■ **WORK INSTRUCTION**
Whenever a line in the data contains "شارع", show that line.

■ **MATERIAL SUPPLIED**
□ □ □ □ □ □ □

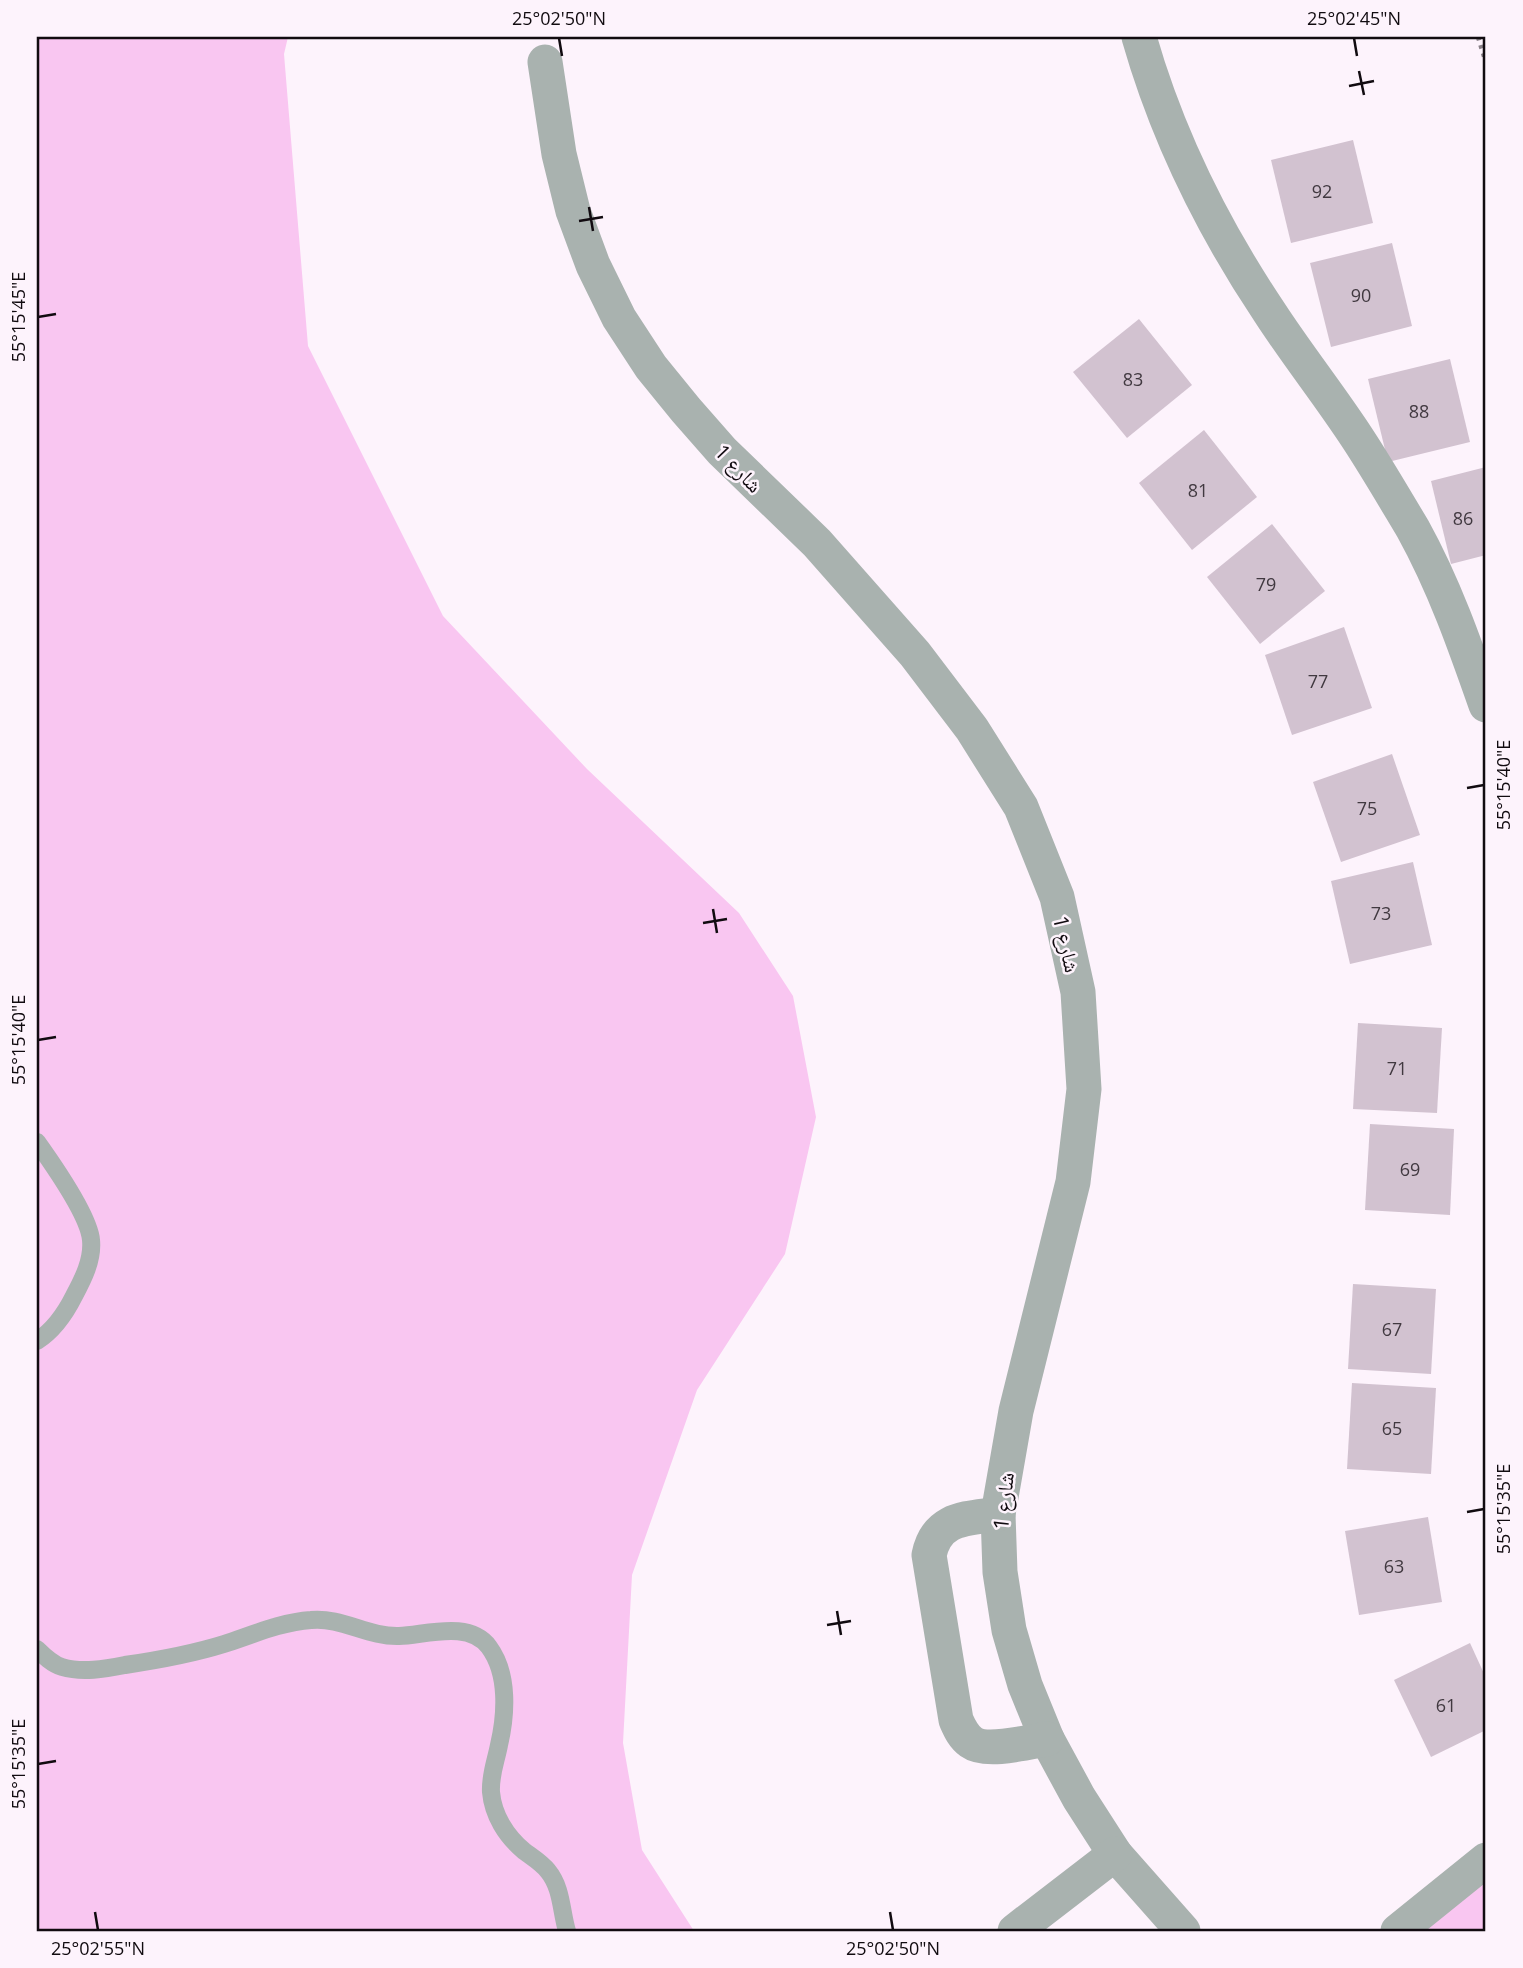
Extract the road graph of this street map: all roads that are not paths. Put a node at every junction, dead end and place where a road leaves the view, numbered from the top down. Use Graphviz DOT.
graph roads {
  1 [pos="1139,37"];
  2 [pos="545,62"];
  3 [pos="1486,705"];
  4 [pos="37,1142"];
  5 [pos="37,1341"];
  6 [pos="998,1514"];
  7 [pos="37,1649"];
  8 [pos="1047,1739"];
  9 [pos="1115,1854"];
  10 [pos="1486,1860"];
  11 [pos="567,1931"];
  12 [pos="1015,1931"];
  13 [pos="1183,1931"];
  14 [pos="1398,1931"];
  1 -- 3 [label="street"];
  2 -- 6 [label="street, شارع 1"];
  4 -- 5 [label="lane"];
  6 -- 8 [label="street, شارع 1"];
  6 -- 8 [label="street"];
  7 -- 11 [label="lane"];
  8 -- 9 [label="street, شارع 1"];
  9 -- 12 [label="street"];
  9 -- 13 [label="street, شارع 1"];
  10 -- 14 [label="street"];
}
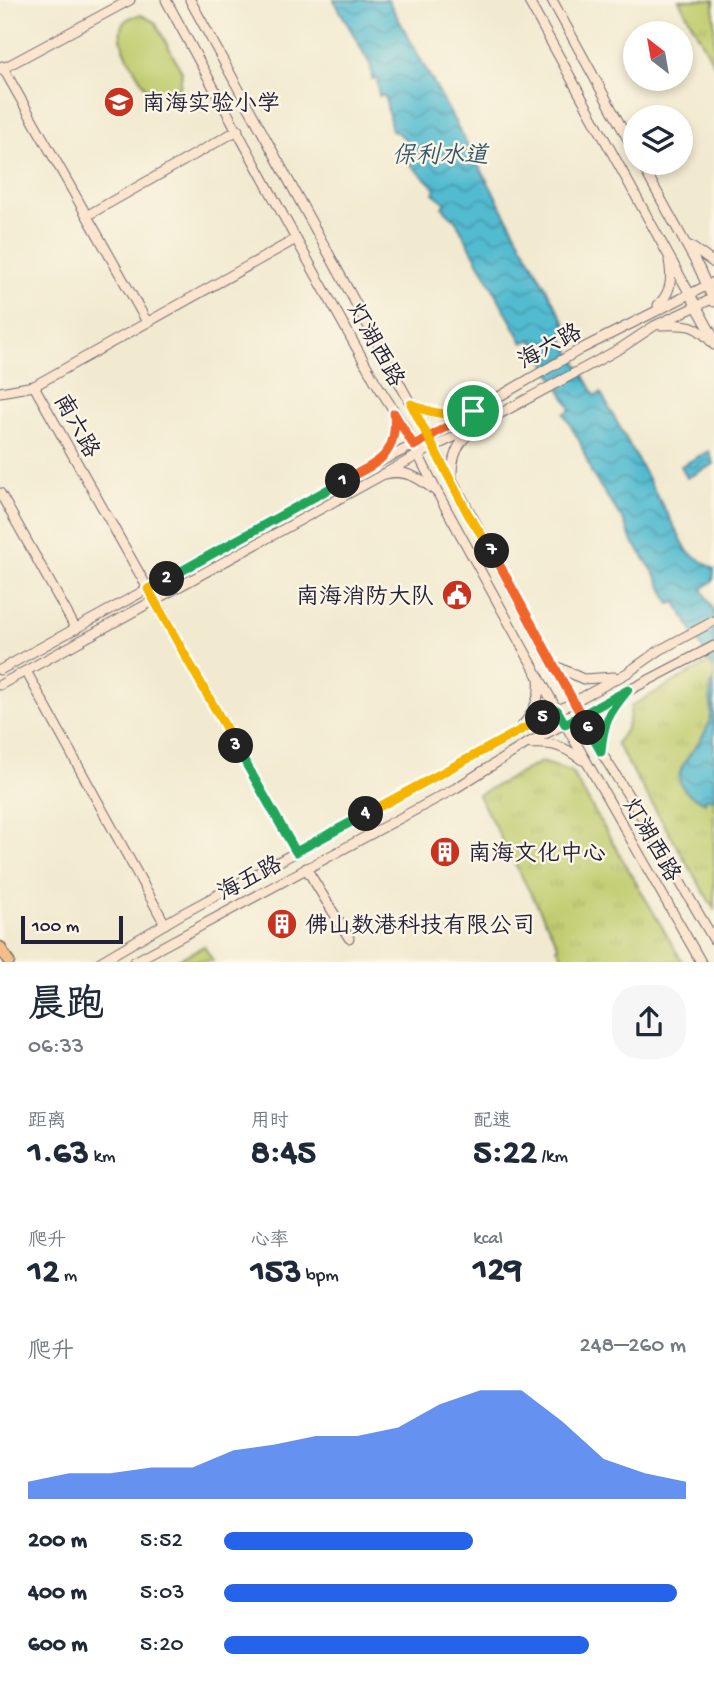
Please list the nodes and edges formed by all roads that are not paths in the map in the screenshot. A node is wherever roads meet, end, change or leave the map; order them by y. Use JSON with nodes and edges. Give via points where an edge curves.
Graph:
{"nodes":[{"id":1,"x":122,"y":0,"type":"edge"},
{"id":2,"x":130,"y":0,"type":"edge"},
{"id":3,"x":166,"y":0,"type":"edge"},
{"id":4,"x":190,"y":0,"type":"edge"},
{"id":5,"x":528,"y":0,"type":"edge"},
{"id":6,"x":552,"y":0,"type":"edge"},
{"id":7,"x":1,"y":68,"type":"edge"},
{"id":8,"x":238,"y":130,"type":"junction"},
{"id":9,"x":623,"y":130,"type":"edge"},
{"id":10,"x":648,"y":175,"type":"edge"},
{"id":11,"x":88,"y":215,"type":"junction"},
{"id":12,"x":296,"y":239,"type":"junction"},
{"id":13,"x":684,"y":242,"type":"junction"},
{"id":14,"x":668,"y":251,"type":"junction"},
{"id":15,"x":714,"y":262,"type":"edge"},
{"id":16,"x":710,"y":283,"type":"edge"},
{"id":17,"x":690,"y":292,"type":"junction"},
{"id":18,"x":713,"y":300,"type":"edge"},
{"id":19,"x":696,"y":305,"type":"junction"},
{"id":20,"x":648,"y":314,"type":"junction"},
{"id":21,"x":147,"y":322,"type":"junction"},
{"id":22,"x":654,"y":326,"type":"junction"},
{"id":23,"x":714,"y":338,"type":"edge"},
{"id":24,"x":34,"y":386,"type":"junction"},
{"id":25,"x":0,"y":393,"type":"edge"},
{"id":26,"x":411,"y":404,"type":"junction"},
{"id":27,"x":473,"y":411,"type":"junction"},
{"id":28,"x":394,"y":413,"type":"junction"},
{"id":29,"x":481,"y":424,"type":"junction"},
{"id":30,"x":430,"y":442,"type":"junction"},
{"id":31,"x":416,"y":450,"type":"junction"},
{"id":32,"x":373,"y":465,"type":"junction"},
{"id":33,"x":378,"y":477,"type":"junction"},
{"id":34,"x":452,"y":483,"type":"junction"},
{"id":35,"x":436,"y":492,"type":"junction"},
{"id":36,"x":0,"y":493,"type":"edge"},
{"id":37,"x":148,"y":589,"type":"junction"},
{"id":38,"x":154,"y":600,"type":"junction"},
{"id":39,"x":714,"y":621,"type":"edge"},
{"id":40,"x":76,"y":629,"type":"junction"},
{"id":41,"x":714,"y":646,"type":"edge"},
{"id":42,"x":555,"y":666,"type":"junction"},
{"id":43,"x":0,"y":670,"type":"edge"},
{"id":44,"x":26,"y":671,"type":"junction"},
{"id":45,"x":539,"y":676,"type":"junction"},
{"id":46,"x":620,"y":677,"type":"junction"},
{"id":47,"x":0,"y":685,"type":"edge"},
{"id":48,"x":628,"y":690,"type":"junction"},
{"id":49,"x":574,"y":701,"type":"junction"},
{"id":50,"x":557,"y":710,"type":"junction"},
{"id":51,"x":581,"y":715,"type":"junction"},
{"id":52,"x":565,"y":724,"type":"junction"},
{"id":53,"x":519,"y":730,"type":"junction"},
{"id":54,"x":526,"y":744,"type":"junction"},
{"id":55,"x":601,"y":752,"type":"junction"},
{"id":56,"x":588,"y":764,"type":"junction"},
{"id":57,"x":296,"y":852,"type":"junction"},
{"id":58,"x":306,"y":868,"type":"junction"},
{"id":59,"x":165,"y":924,"type":"junction"},
{"id":60,"x":349,"y":938,"type":"dead end"},
{"id":61,"x":714,"y":940,"type":"edge"},
{"id":62,"x":4,"y":953,"type":"edge"},
{"id":63,"x":17,"y":961,"type":"edge"},
{"id":64,"x":100,"y":961,"type":"edge"},
{"id":65,"x":134,"y":961,"type":"edge"},
{"id":66,"x":701,"y":961,"type":"edge"}],
"edges":[{"from":1,"to":7,"type":"main road"},
{"from":2,"to":7,"type":"main road"},
{"from":3,"to":8,"type":"main road","name":"灯湖西路"},
{"from":4,"to":26,"type":"main road","name":"灯湖西路"},
{"from":5,"to":14,"type":"main road"},
{"from":6,"to":9,"type":"main road"},
{"from":7,"to":11,"type":"main road"},
{"from":8,"to":11,"type":"main road"},
{"from":8,"to":12,"type":"main road","name":"灯湖西路"},
{"from":10,"to":13,"type":"main road"},
{"from":11,"to":21,"type":"main road"},
{"from":12,"to":21,"type":"main road","name":"南六路"},
{"from":12,"to":28,"type":"main road","name":"灯湖西路"},
{"from":13,"to":15,"type":"main road"},
{"from":13,"to":16,"type":"main road"},
{"from":14,"to":17,"type":"main road"},
{"from":14,"to":20,"type":"main road","via":[[669,291]]},
{"from":16,"to":17,"type":"main road","name":"海六路"},
{"from":16,"to":18,"type":"main road"},
{"from":17,"to":19,"type":"main road"},
{"from":17,"to":20,"type":"main road","name":"海六路"},
{"from":18,"to":19,"type":"main road","name":"海六路"},
{"from":19,"to":22,"type":"main road","name":"海六路"},
{"from":19,"to":23,"type":"main road"},
{"from":20,"to":27,"type":"main road","name":"海六路"},
{"from":21,"to":24,"type":"main road","name":"南六路"},
{"from":22,"to":23,"type":"main road","via":[[685,325]]},
{"from":22,"to":29,"type":"main road","name":"海六路"},
{"from":24,"to":25,"type":"main road"},
{"from":24,"to":37,"type":"main road","name":"南六路"},
{"from":26,"to":27,"type":"main road","via":[[440,415]]},
{"from":26,"to":30,"type":"main road","name":"灯湖西路"},
{"from":27,"to":30,"type":"main road","name":"海六路"},
{"from":28,"to":31,"type":"main road","name":"灯湖西路"},
{"from":28,"to":32,"type":"main road","via":[[394,438]]},
{"from":29,"to":30,"type":"main road","name":"海六路"},
{"from":29,"to":34,"type":"main road","via":[[456,451]]},
{"from":30,"to":31,"type":"main road","name":"海六路"},
{"from":30,"to":34,"type":"main road","name":"灯湖西路"},
{"from":31,"to":32,"type":"main road","name":"海六路"},
{"from":31,"to":33,"type":"main road","name":"海六路"},
{"from":31,"to":35,"type":"main road","name":"灯湖西路"},
{"from":32,"to":37,"type":"main road","name":"海六路"},
{"from":33,"to":35,"type":"main road","via":[[405,473]]},
{"from":33,"to":38,"type":"main road","name":"海六路"},
{"from":34,"to":42,"type":"main road","name":"灯湖西路"},
{"from":35,"to":45,"type":"main road","name":"灯湖西路"},
{"from":36,"to":40,"type":"main road"},
{"from":37,"to":38,"type":"main road","name":"南六路"},
{"from":37,"to":40,"type":"main road","name":"海六路"},
{"from":38,"to":44,"type":"main road","name":"海六路"},
{"from":38,"to":57,"type":"main road","name":"南六路"},
{"from":39,"to":46,"type":"main road"},
{"from":40,"to":43,"type":"main road","name":"海六路"},
{"from":41,"to":48,"type":"main road","name":"海五路"},
{"from":42,"to":46,"type":"main road","via":[[583,679]]},
{"from":42,"to":49,"type":"main road","name":"灯湖西路"},
{"from":44,"to":47,"type":"main road","name":"海六路"},
{"from":44,"to":59,"type":"main road"},
{"from":45,"to":50,"type":"main road","name":"灯湖西路"},
{"from":45,"to":53,"type":"main road","via":[[536,704]]},
{"from":46,"to":49,"type":"main road"},
{"from":48,"to":51,"type":"main road","name":"海五路"},
{"from":48,"to":55,"type":"main road","via":[[605,721]]},
{"from":49,"to":50,"type":"main road"},
{"from":49,"to":51,"type":"main road","name":"灯湖西路"},
{"from":50,"to":52,"type":"main road","name":"灯湖西路"},
{"from":50,"to":53,"type":"main road"},
{"from":51,"to":52,"type":"main road","name":"海五路"},
{"from":51,"to":55,"type":"main road","name":"灯湖西路"},
{"from":52,"to":54,"type":"main road","name":"海五路"},
{"from":52,"to":56,"type":"main road","name":"灯湖西路"},
{"from":53,"to":57,"type":"main road"},
{"from":54,"to":56,"type":"main road","via":[[568,749]]},
{"from":54,"to":58,"type":"main road","name":"海五路","via":[[456,788]]},
{"from":55,"to":61,"type":"main road","name":"灯湖西路"},
{"from":56,"to":66,"type":"main road","name":"灯湖西路"},
{"from":57,"to":59,"type":"main road"},
{"from":58,"to":60,"type":"main road"},
{"from":58,"to":65,"type":"main road","name":"海五路"},
{"from":59,"to":64,"type":"main road"},
{"from":62,"to":63,"type":"highway"}]}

□ □ □ □ □ □ □

■ **ANSWER TO THIS PROBLEM**
  2 -- 6 [label="street, شارع 1"];
  6 -- 8 [label="street, شارع 1"];
  8 -- 9 [label="street, شارع 1"];
  9 -- 13 [label="street, شارع 1"];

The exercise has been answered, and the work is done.